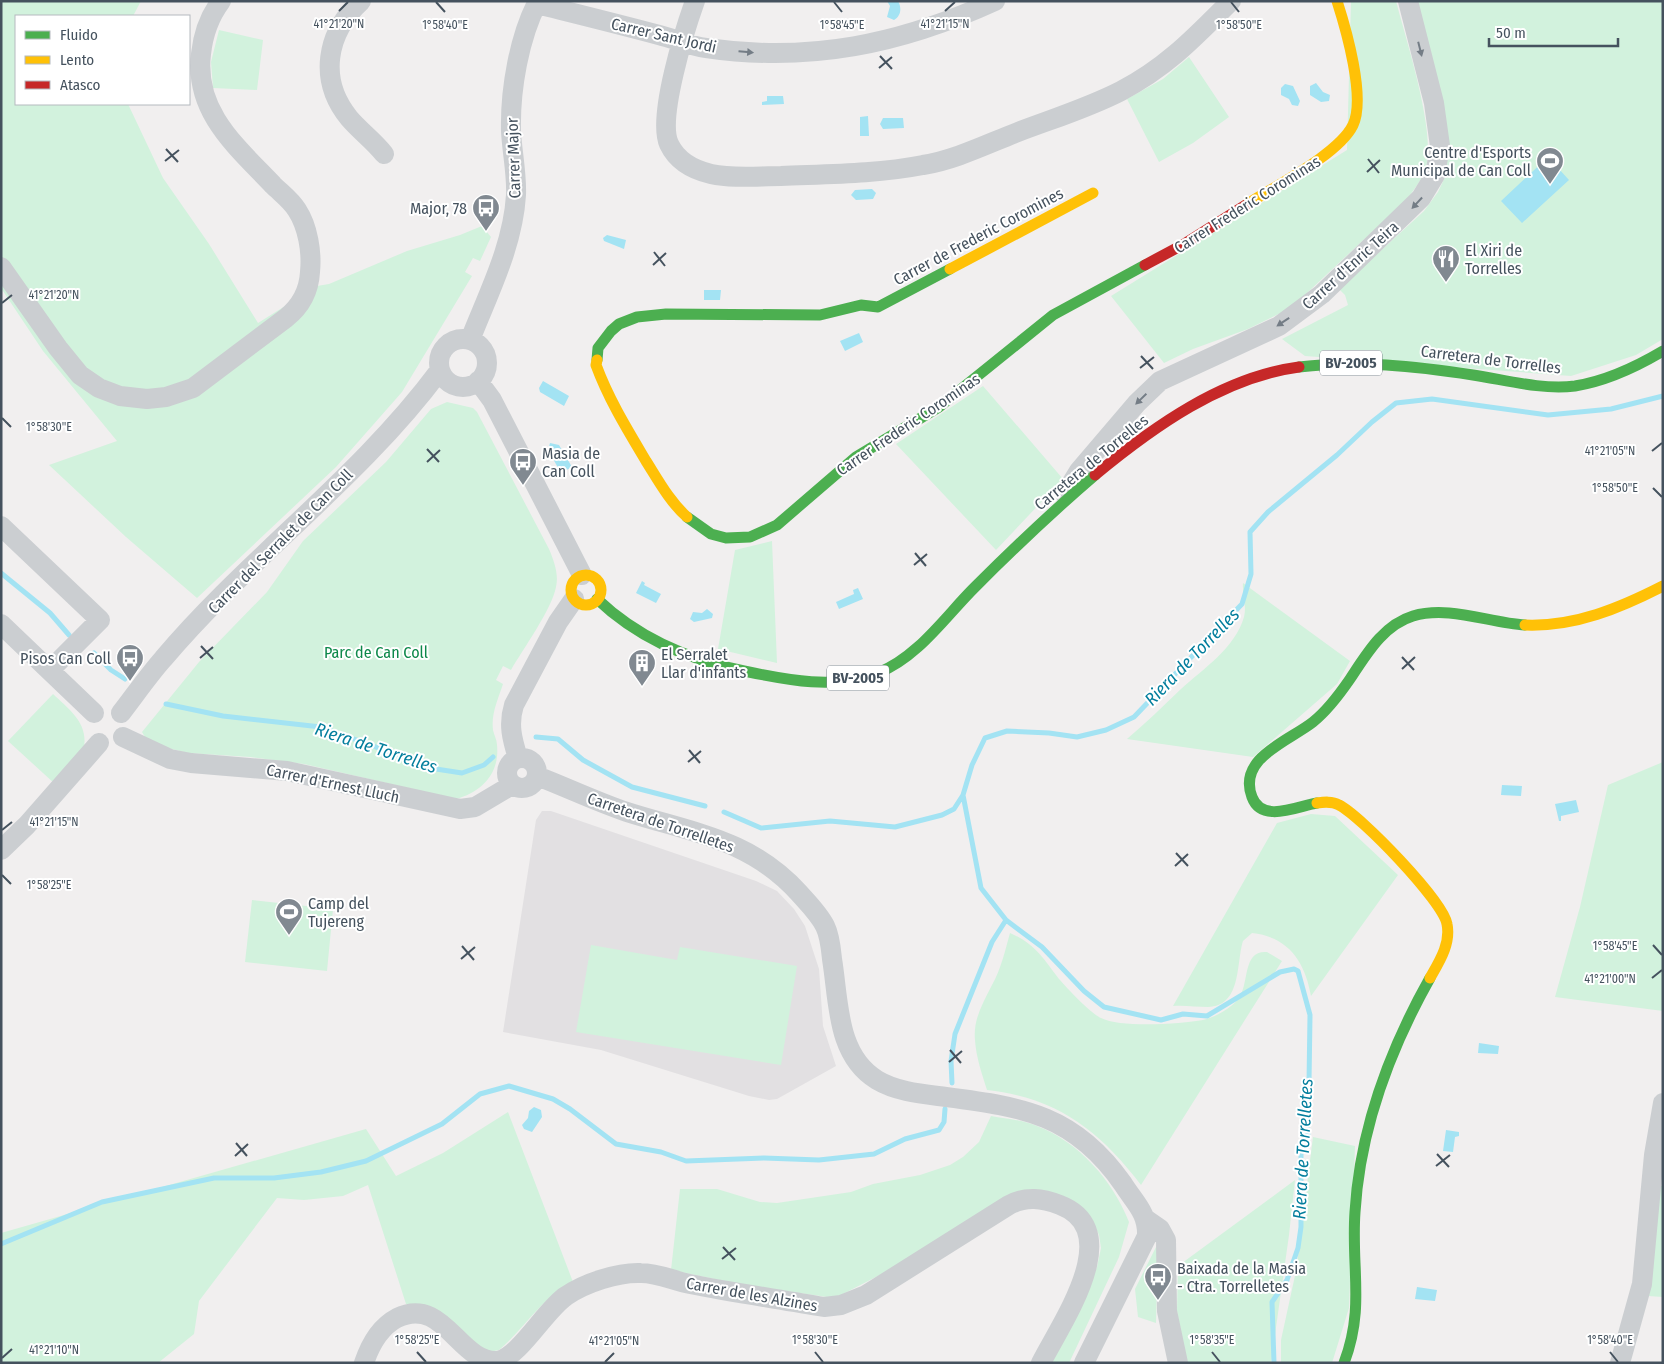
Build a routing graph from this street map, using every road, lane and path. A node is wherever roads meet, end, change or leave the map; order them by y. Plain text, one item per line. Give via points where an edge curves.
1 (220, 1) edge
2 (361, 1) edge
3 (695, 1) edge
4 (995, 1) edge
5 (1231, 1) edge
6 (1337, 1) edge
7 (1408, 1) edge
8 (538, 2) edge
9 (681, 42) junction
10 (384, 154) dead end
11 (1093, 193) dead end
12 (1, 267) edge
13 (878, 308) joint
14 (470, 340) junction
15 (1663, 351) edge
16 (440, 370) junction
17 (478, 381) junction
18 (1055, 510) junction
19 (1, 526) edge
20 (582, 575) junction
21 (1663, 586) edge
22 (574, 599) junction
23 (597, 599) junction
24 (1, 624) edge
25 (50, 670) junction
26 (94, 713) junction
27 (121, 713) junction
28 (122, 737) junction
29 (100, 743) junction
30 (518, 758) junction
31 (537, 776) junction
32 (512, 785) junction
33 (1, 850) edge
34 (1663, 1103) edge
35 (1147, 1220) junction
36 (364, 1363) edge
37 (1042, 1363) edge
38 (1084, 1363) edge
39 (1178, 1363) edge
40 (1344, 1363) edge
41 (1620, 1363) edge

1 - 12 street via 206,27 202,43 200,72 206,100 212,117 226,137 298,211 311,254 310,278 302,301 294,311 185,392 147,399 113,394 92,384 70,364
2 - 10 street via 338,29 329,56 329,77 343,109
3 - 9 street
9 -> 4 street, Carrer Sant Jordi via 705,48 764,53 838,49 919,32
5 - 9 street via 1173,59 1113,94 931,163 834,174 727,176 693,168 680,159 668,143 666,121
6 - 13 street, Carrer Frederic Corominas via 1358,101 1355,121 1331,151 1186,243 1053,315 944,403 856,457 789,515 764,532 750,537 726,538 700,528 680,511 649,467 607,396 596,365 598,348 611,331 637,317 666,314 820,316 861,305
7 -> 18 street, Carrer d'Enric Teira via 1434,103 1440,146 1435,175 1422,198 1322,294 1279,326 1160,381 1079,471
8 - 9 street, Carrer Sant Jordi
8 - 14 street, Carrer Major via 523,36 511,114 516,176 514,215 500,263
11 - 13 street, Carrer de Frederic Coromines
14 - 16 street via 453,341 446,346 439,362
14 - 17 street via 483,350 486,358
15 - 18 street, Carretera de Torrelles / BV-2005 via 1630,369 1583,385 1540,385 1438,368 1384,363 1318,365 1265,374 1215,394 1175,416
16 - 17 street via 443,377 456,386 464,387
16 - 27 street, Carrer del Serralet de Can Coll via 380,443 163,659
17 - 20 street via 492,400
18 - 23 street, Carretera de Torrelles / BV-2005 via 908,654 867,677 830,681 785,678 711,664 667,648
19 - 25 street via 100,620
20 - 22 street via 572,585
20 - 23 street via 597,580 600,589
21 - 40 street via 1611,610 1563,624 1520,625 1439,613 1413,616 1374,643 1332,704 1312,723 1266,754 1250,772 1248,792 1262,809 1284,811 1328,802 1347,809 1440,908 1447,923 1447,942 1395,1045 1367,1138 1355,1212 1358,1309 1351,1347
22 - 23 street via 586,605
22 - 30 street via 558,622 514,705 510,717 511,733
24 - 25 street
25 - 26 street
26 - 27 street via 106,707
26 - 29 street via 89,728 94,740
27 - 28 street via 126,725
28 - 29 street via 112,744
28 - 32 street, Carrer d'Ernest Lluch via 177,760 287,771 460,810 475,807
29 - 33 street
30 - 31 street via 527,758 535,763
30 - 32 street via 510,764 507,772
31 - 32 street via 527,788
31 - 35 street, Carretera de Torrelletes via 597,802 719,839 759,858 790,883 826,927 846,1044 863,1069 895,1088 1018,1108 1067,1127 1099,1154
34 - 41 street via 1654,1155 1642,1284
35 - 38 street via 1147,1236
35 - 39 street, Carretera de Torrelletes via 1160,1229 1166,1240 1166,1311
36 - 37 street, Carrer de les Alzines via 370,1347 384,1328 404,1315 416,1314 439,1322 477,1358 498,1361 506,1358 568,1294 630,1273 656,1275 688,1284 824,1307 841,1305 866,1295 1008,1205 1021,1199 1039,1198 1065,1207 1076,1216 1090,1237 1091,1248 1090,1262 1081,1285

▬▬▬▬▬▬

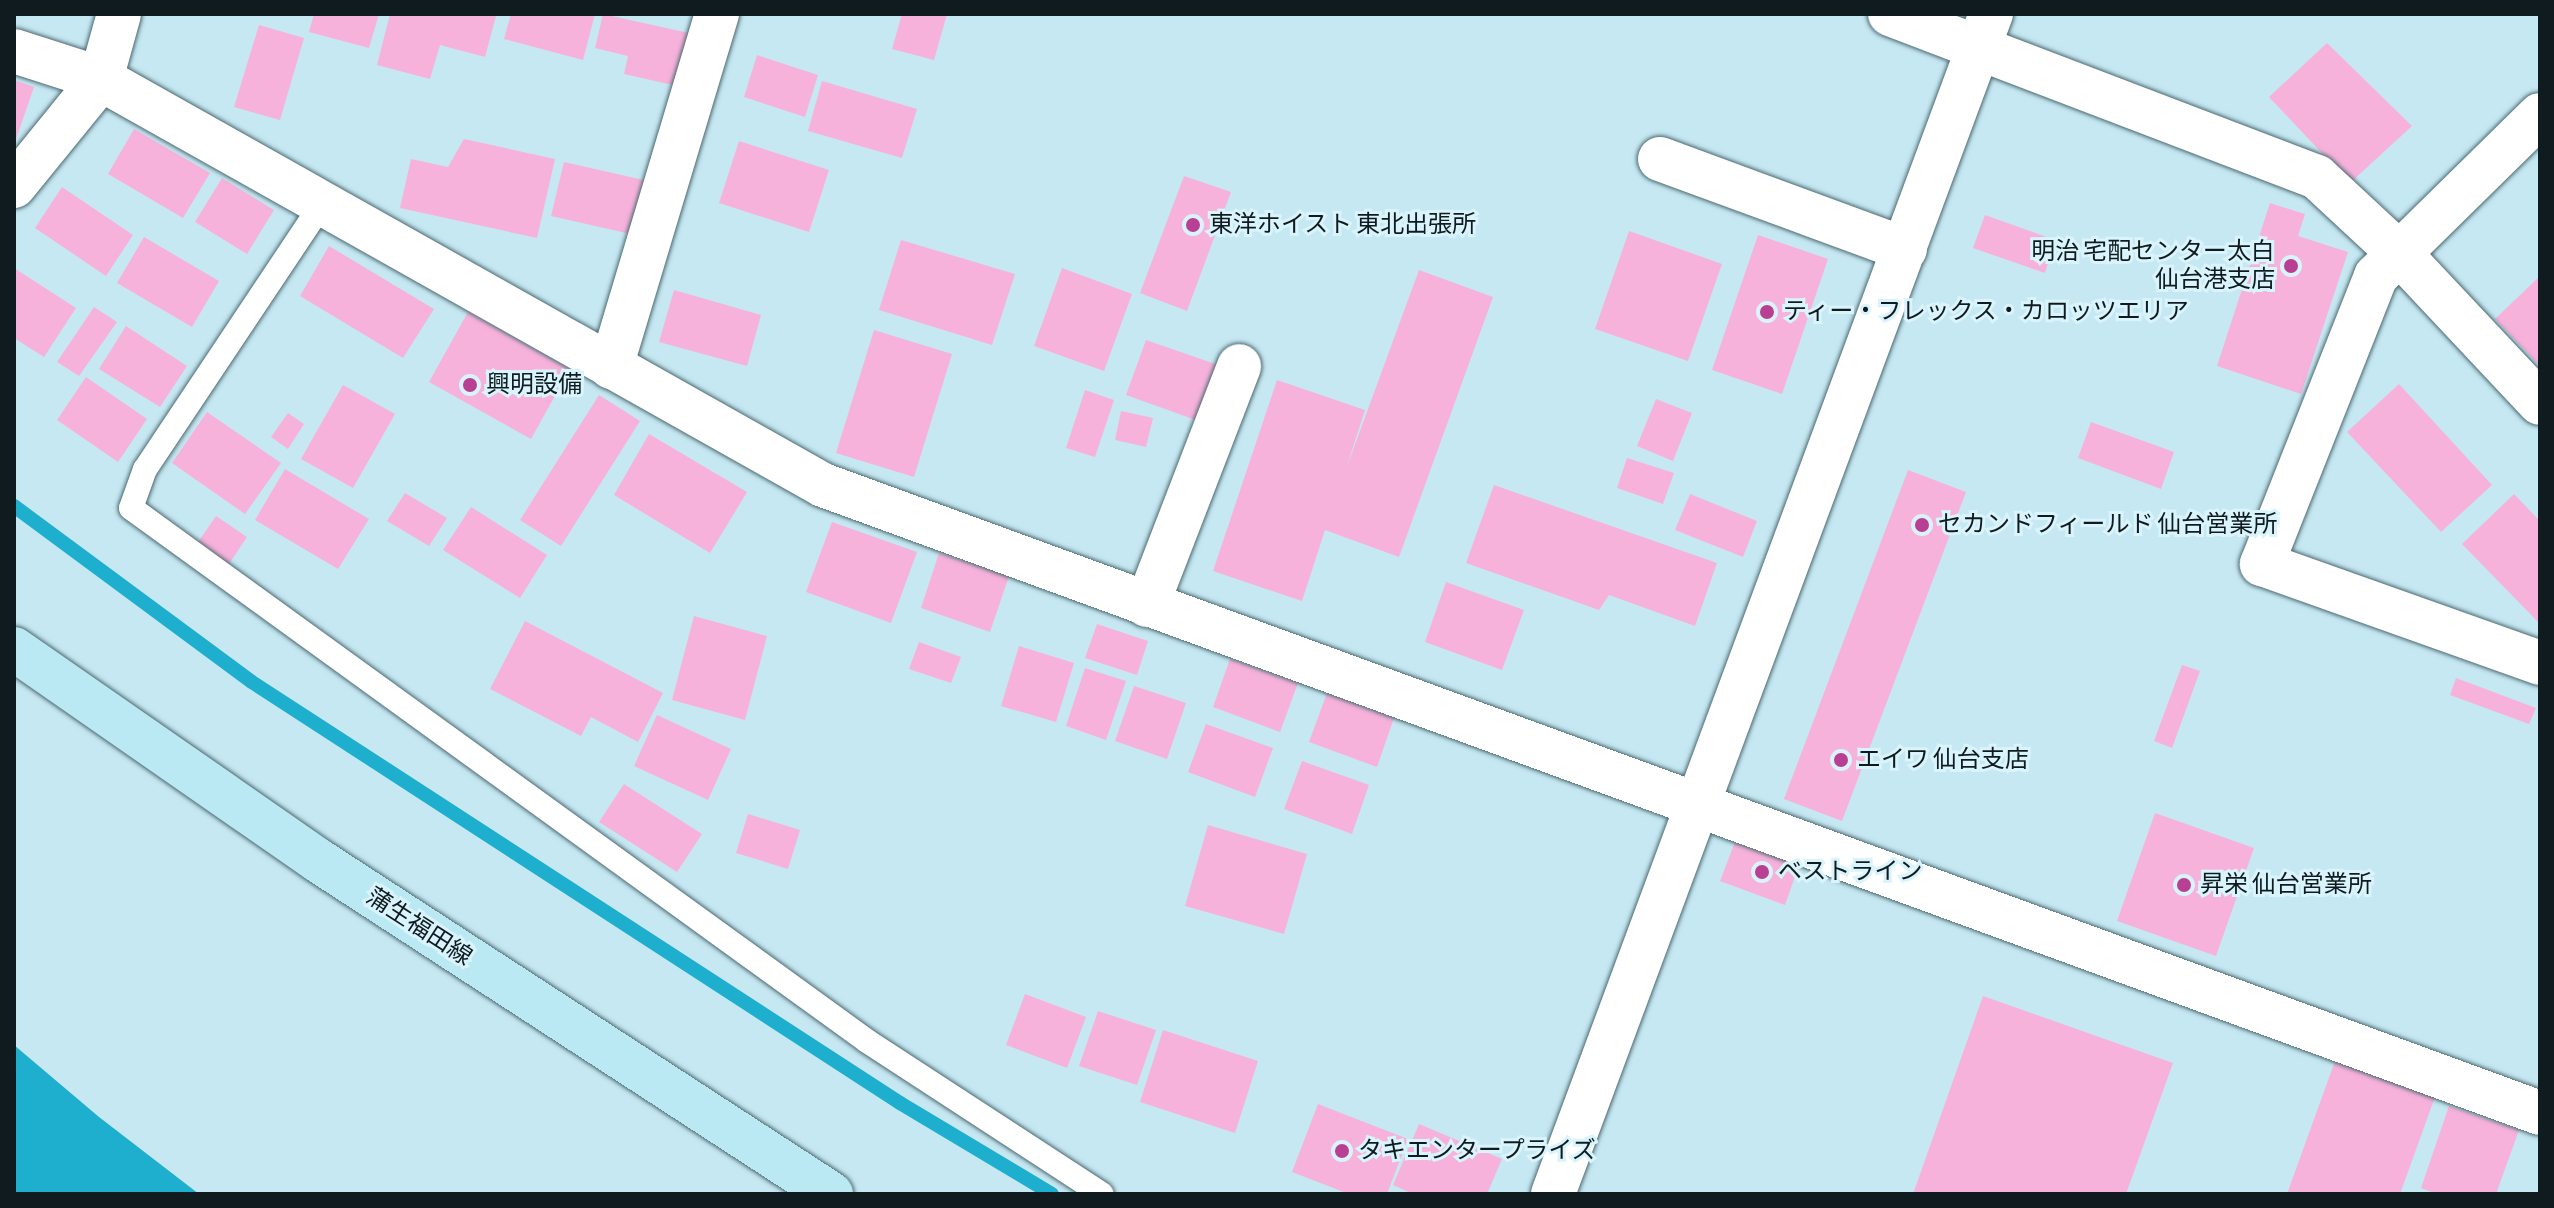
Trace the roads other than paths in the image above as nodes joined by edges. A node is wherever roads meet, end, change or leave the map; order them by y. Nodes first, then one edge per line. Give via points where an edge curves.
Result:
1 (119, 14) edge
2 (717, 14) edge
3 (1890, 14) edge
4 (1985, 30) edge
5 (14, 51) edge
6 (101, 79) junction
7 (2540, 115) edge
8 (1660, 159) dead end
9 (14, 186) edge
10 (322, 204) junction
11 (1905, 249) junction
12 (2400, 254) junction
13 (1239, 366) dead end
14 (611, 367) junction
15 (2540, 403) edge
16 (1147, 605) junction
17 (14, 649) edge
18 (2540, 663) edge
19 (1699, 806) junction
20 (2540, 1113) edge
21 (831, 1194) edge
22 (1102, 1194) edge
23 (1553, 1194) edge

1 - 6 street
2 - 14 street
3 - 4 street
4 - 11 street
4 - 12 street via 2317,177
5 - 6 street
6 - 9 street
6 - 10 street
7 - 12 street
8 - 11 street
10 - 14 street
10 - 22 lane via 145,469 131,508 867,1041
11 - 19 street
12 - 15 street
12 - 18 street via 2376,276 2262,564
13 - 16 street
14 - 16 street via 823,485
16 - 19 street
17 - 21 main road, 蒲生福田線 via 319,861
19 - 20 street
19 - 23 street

▬▬▬▬▬▬

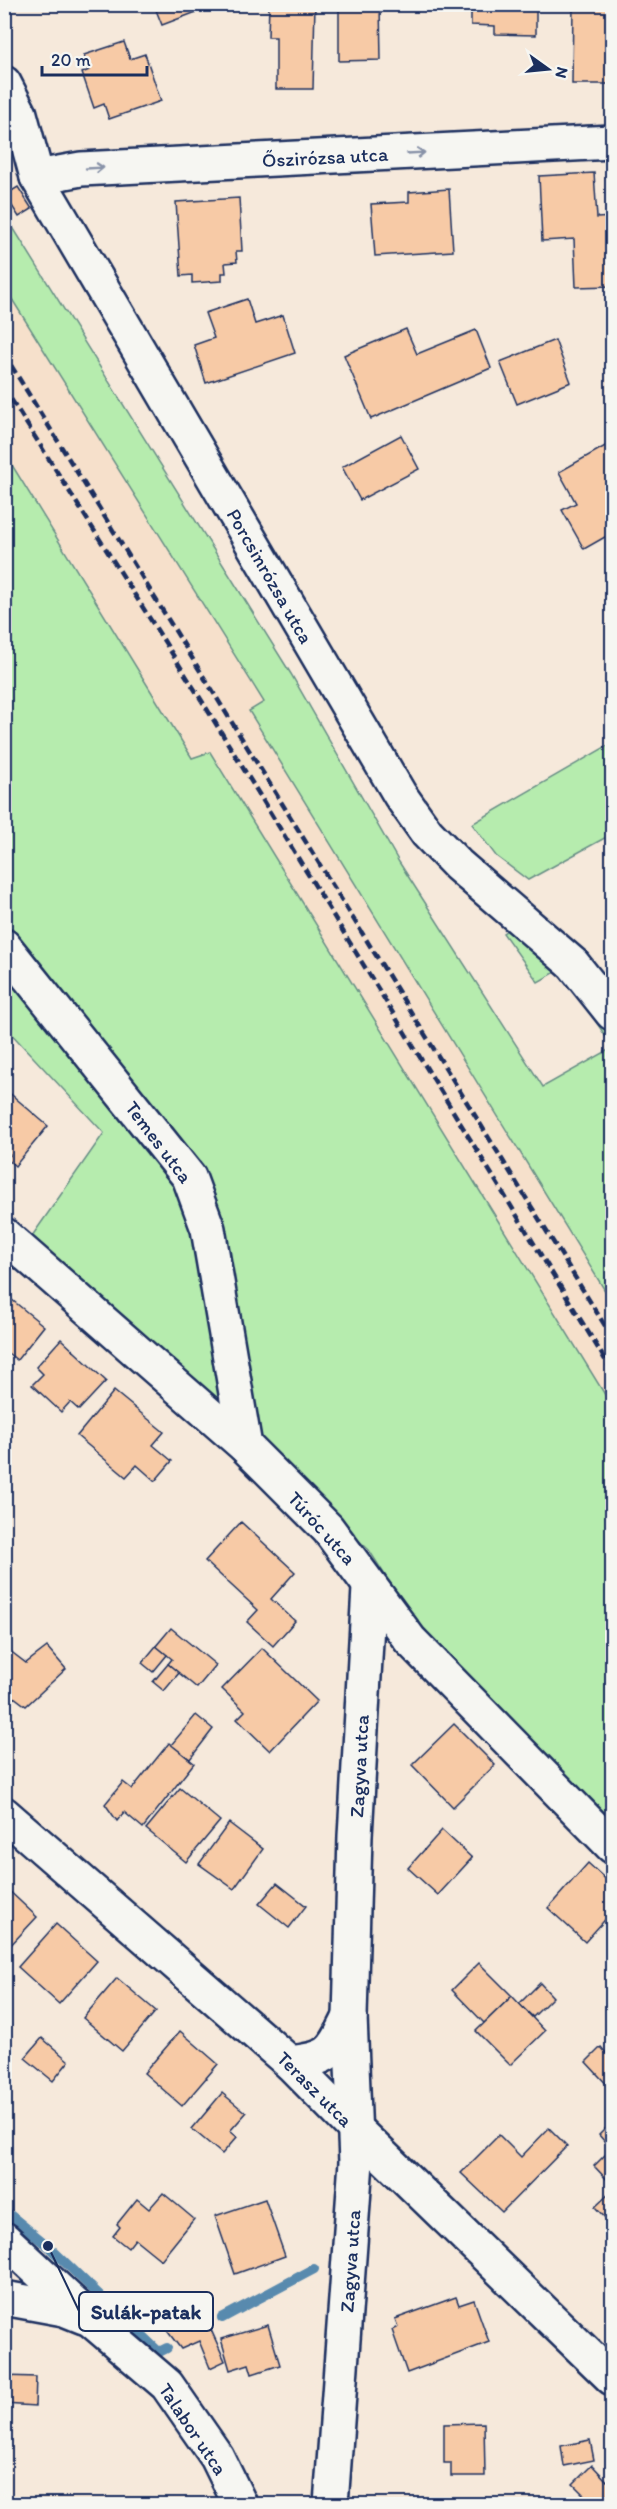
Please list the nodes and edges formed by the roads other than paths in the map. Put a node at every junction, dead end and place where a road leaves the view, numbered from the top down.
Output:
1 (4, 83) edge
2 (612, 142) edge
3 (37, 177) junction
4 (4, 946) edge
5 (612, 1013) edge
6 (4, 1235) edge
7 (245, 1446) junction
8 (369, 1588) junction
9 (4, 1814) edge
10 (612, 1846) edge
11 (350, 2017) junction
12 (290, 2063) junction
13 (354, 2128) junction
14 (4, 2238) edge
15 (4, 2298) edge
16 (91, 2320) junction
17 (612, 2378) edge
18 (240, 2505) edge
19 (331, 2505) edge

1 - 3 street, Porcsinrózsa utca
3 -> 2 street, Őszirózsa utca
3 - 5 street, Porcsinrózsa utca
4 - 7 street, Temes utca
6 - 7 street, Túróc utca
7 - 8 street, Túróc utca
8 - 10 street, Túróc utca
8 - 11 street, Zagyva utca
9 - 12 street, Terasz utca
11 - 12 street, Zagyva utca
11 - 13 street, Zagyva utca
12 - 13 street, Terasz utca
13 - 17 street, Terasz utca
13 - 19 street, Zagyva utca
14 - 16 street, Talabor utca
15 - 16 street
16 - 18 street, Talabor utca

▬▬▬▬▬▬

Activity: Lines of the listing above that include the string "other" should each be copied.

Your solution:
Trace the roads other than paths in the image above as nodes joined by edges. A node is wherever roads meet, end, change or leave the map; order them by y. Nodes first, then one edge per line. Give via points where an edge curves.
Please list the nodes and edges formed by the roads other than paths in the map. Put a node at every junction, dead end and place where a road leaves the view, numbered from the top down.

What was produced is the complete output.